- **DATA UNDER STUDY**
== == ==

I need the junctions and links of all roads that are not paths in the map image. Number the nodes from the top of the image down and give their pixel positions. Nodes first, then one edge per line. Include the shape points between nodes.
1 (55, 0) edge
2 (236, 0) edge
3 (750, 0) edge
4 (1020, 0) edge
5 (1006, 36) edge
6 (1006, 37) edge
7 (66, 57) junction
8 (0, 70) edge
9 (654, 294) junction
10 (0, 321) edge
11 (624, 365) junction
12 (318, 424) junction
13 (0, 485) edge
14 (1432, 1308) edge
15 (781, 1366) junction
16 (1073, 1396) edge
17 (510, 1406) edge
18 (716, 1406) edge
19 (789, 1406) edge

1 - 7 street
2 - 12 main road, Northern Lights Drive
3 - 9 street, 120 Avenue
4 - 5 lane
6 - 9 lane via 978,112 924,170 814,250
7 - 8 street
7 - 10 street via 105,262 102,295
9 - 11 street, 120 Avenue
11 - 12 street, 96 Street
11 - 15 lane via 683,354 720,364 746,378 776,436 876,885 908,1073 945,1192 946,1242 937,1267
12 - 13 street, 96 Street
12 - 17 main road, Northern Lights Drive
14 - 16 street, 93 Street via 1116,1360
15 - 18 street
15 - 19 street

== == ==

- **ASSIGNMENT**
Once more, write out all of the entries above exactly.

- **OUTPUT**
I need the junctions and links of all roads that are not paths in the map image. Number the nodes from the top of the image down and give their pixel positions. Nodes first, then one edge per line. Include the shape points between nodes.
1 (55, 0) edge
2 (236, 0) edge
3 (750, 0) edge
4 (1020, 0) edge
5 (1006, 36) edge
6 (1006, 37) edge
7 (66, 57) junction
8 (0, 70) edge
9 (654, 294) junction
10 (0, 321) edge
11 (624, 365) junction
12 (318, 424) junction
13 (0, 485) edge
14 (1432, 1308) edge
15 (781, 1366) junction
16 (1073, 1396) edge
17 (510, 1406) edge
18 (716, 1406) edge
19 (789, 1406) edge

1 - 7 street
2 - 12 main road, Northern Lights Drive
3 - 9 street, 120 Avenue
4 - 5 lane
6 - 9 lane via 978,112 924,170 814,250
7 - 8 street
7 - 10 street via 105,262 102,295
9 - 11 street, 120 Avenue
11 - 12 street, 96 Street
11 - 15 lane via 683,354 720,364 746,378 776,436 876,885 908,1073 945,1192 946,1242 937,1267
12 - 13 street, 96 Street
12 - 17 main road, Northern Lights Drive
14 - 16 street, 93 Street via 1116,1360
15 - 18 street
15 - 19 street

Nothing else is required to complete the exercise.